Per ragioni strane, malgrado la presenza degli avvocati, l’accordo comunque viene raggiunto. I soci, persone normalmente equilibrate, di buon senso e pacifiche, non hanno ragione di litigare ma la situazione di contorno non è certo favorevole. Arrivano, infatti, i primi dividendi, e scoppia la lite.
Il primo estrae la pistola, il secondo pure. Si tratta di uomini capaci, abili e precisi, così finisce che si uccidono a vicenda.
Tre giorni dopo i due avvocati, cenando insieme in un grande ristorante, si congratulano di quanto fossero stati lungimiranti nell’avvertire ognuno il proprio cliente della pericolosità della controparte: i fatti avevano dato loro ragione.
La fiducia è una cosa seria. Sono stati resi noti a questo proposito gli esiti annuali del Trust Barometer di Edelman, la tradizionale ricerca sulla fiducia che ha coinvolto 28 Paesi e 33.000 persone in tutto il mondo.
Secondo Richard Edelman, “in più del 60% dei Paesi esaminati il livello di fiducia della maggioranza della popolazione è sotto il 50%, mentre al contrario le elite registrano il grado di fiducia più alto da quando abbiamo iniziato a condurre la nostra ricerca, 16 anni fa.
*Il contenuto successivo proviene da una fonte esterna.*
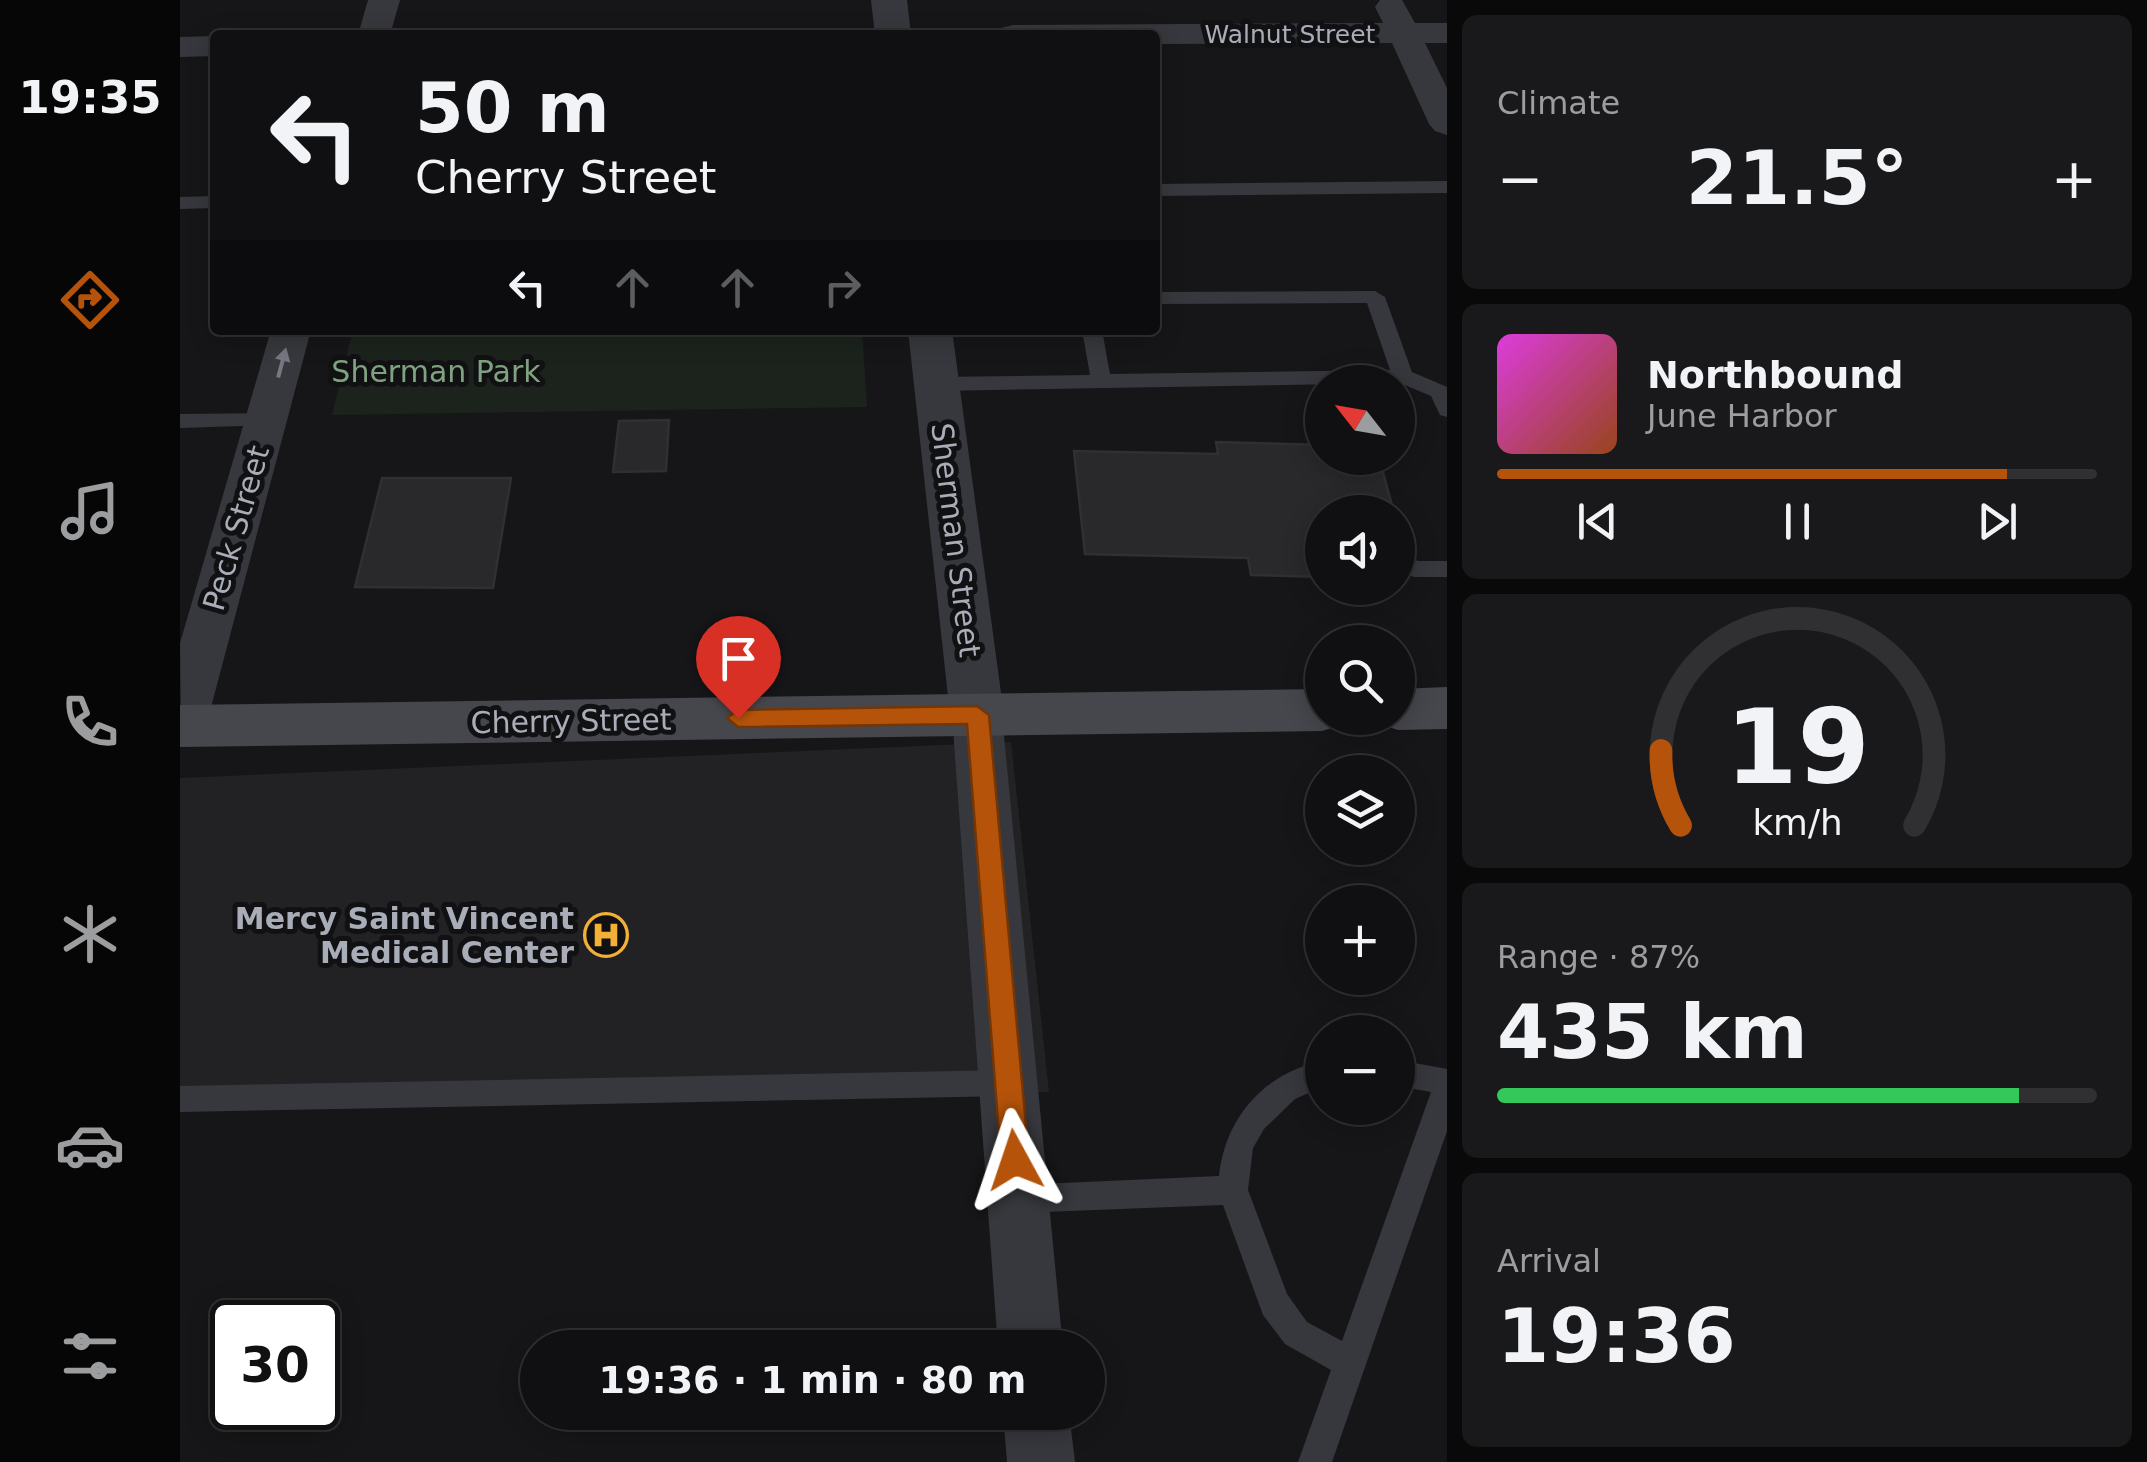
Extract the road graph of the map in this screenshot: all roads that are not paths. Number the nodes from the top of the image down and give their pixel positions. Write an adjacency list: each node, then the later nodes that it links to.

In Italia, ad esempio, si registra una crescita a due cifre come negli Usa e nel Regno Unito. La nostra ricerca di quest’anno rivela una stretta correlazione tra il gap di fiducia, le differenze di reddito e le aspettative sul benessere. Infatti, in due terzi dei Paesi esaminati, meno della metà della popolazione pensa che starà meglio nei prossimi 5 anni”.
La ricerca, inoltre, evidenzia anche in Italia una grossa differenza nel grado di fiducia tra le elite e il resto della popolazione. Il gap è evidente, afferma lo studio, anche considerando le prospettive economiche dei
prossimi 5 anni: il 55% della classe dirigente nostrana pensa che la propria situazione migliorerà in futuro, mentre solo il 47% del pubblico più ampio è della stessa opinione. Come riporta anche Il Sole 24 Ore, l’Italia è al primo posto in Europa per fiducia nei confronti delle aziende con il 57% del campione, 9 punti percentuali in più rispetto allo scorso anno (stessa crescita dei mass media) avvicinandosi al primato delle organizzazioni non governative che riscuotono il grado di fiducia più alto (58%, + 5% rispetto al 2015). Secondo l’Edelman Trust Barometer gli italiani, nel formarsi un’opinione relativa ad un’azienda, ritengono più credibile in assoluto il parere di amici e familiari, addirittura in misura maggiore rispetto ai tecnici e agli accademici. In deciso rialzo la fiducia nei confronti di amministratori delegati e collaboratori di un’azienda, che guadagnano 9 punti rispetto allo scorso anno. Se quindi stiamo assistendo a un miglioramento del rapporto tra le imprese e la gente, ancora la maggioranza della popolazione non ha fiducia verso il futuro, vede con sospetto la classe dirigente e pensa che i “pari”, i colleghi e gli amici siano più affidabili dei tecnici e di “chi ne sa di più” .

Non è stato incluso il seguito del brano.